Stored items
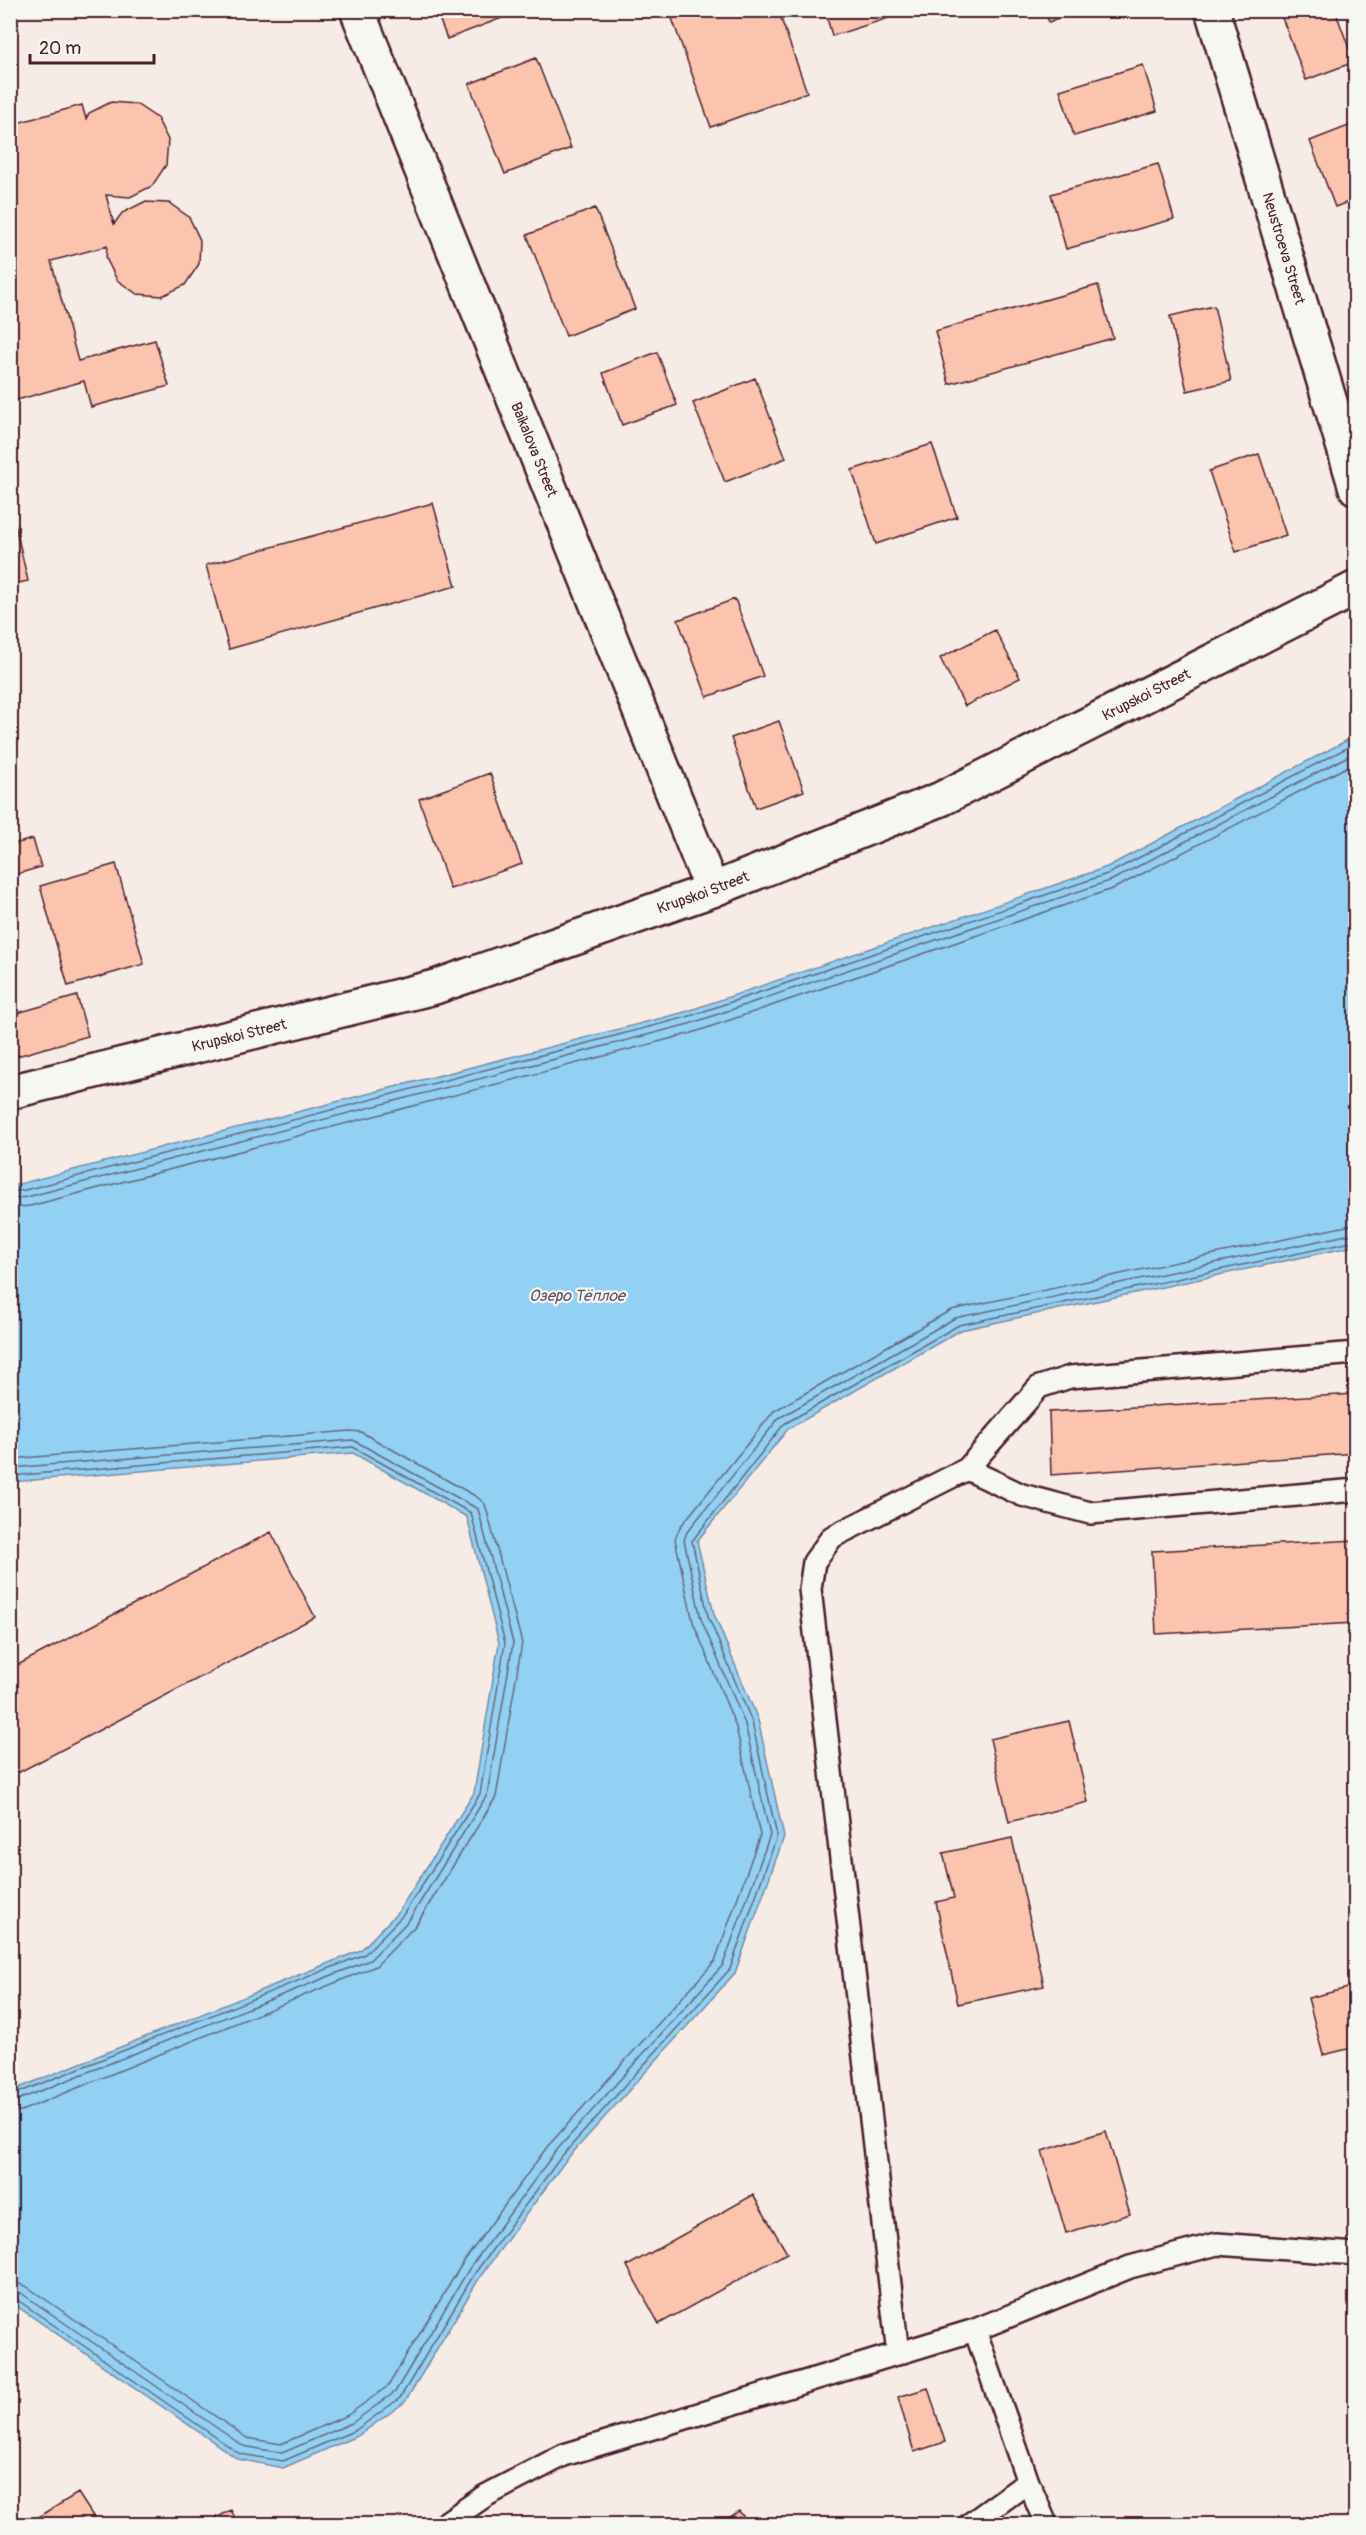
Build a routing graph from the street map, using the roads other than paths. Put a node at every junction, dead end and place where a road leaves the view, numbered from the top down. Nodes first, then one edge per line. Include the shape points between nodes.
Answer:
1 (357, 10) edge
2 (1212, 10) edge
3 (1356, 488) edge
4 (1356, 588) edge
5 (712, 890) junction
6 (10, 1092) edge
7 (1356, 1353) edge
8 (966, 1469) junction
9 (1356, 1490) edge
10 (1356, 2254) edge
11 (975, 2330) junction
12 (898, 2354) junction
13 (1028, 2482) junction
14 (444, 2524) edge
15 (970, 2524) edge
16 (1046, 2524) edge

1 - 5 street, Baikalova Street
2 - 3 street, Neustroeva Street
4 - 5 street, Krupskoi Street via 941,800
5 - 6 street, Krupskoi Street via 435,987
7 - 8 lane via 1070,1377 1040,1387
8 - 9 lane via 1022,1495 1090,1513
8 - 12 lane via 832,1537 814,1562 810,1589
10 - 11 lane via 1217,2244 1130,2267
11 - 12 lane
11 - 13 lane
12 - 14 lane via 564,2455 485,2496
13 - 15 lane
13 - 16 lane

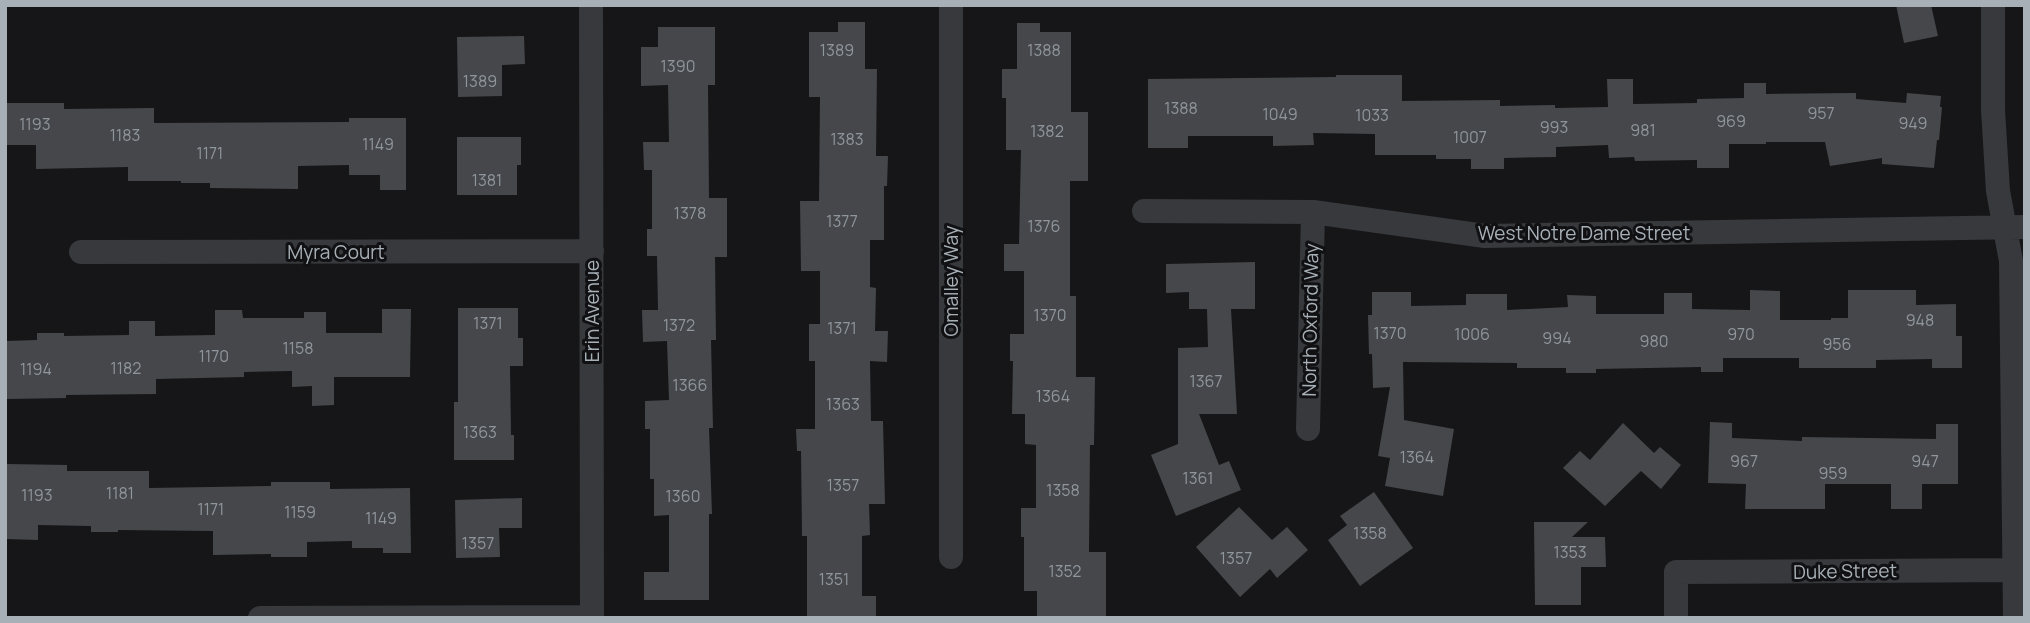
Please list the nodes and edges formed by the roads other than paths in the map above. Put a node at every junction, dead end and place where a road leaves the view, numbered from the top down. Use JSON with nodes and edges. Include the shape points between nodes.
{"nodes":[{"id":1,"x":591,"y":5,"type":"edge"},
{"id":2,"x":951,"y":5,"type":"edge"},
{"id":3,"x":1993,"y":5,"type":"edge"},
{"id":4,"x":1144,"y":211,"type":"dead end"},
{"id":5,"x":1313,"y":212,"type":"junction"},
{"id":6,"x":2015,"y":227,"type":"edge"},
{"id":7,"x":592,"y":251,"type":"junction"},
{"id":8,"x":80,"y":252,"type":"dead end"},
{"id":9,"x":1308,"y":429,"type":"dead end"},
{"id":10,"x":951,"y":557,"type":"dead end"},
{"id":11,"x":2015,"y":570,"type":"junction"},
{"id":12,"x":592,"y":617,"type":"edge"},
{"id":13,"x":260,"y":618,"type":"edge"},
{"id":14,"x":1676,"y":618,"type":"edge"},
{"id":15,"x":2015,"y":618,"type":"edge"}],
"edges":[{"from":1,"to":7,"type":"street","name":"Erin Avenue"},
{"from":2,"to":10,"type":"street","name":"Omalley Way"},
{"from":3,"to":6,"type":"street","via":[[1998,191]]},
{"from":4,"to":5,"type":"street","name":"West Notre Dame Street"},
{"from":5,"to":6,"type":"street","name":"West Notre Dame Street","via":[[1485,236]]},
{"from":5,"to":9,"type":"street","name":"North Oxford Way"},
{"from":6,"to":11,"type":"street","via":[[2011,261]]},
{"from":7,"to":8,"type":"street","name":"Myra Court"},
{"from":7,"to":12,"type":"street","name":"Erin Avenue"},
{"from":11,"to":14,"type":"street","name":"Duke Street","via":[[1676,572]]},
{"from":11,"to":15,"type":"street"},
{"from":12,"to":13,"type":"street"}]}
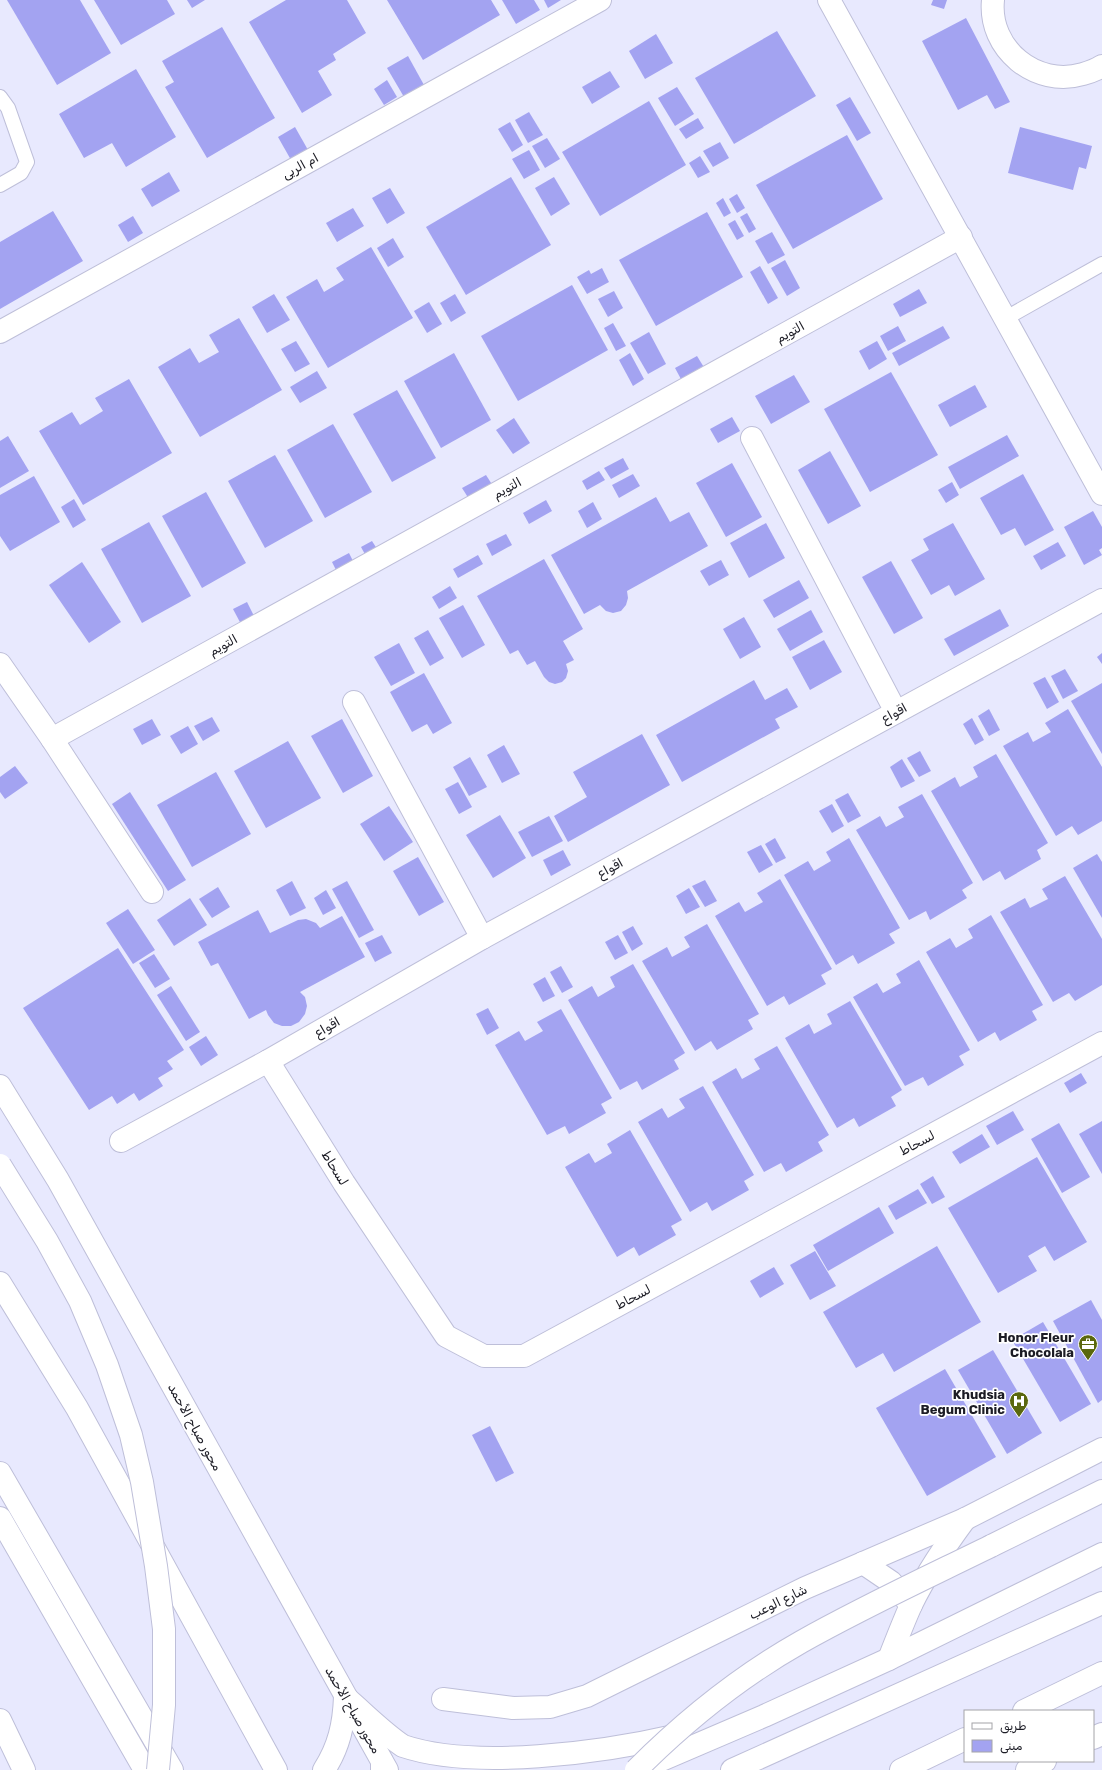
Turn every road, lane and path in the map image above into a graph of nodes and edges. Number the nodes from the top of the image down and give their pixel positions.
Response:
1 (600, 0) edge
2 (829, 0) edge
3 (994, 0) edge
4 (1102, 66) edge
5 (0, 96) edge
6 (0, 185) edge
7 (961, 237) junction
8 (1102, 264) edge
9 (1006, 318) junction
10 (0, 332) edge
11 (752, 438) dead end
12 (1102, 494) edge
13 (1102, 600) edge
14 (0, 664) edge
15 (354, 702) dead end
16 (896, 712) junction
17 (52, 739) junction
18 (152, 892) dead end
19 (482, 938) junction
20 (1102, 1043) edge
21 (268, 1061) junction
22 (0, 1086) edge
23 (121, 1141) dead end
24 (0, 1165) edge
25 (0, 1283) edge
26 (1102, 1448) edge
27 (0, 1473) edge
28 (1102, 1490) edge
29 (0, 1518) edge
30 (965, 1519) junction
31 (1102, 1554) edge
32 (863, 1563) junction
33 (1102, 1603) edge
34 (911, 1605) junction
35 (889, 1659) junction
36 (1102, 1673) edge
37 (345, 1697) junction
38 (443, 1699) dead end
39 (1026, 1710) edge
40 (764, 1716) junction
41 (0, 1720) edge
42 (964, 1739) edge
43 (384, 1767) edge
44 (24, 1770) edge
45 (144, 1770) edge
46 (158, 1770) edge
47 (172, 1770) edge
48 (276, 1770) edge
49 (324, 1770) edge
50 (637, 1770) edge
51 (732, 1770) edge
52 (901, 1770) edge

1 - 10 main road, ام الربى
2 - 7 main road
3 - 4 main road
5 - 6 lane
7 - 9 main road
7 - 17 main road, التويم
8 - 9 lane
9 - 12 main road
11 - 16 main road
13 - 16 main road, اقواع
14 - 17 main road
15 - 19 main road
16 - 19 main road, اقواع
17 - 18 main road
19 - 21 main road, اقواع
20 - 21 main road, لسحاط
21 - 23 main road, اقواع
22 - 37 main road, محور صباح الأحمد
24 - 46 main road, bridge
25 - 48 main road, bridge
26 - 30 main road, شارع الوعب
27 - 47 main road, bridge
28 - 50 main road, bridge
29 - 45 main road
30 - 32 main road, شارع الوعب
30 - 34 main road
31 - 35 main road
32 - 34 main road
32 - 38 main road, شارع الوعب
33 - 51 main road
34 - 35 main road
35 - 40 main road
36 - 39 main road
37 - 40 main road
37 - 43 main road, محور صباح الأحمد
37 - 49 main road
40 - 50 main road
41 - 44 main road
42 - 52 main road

* Task: Filter the records above for lines with "شارع".

* Task output:
26 - 30 main road, شارع الوعب
30 - 32 main road, شارع الوعب
32 - 38 main road, شارع الوعب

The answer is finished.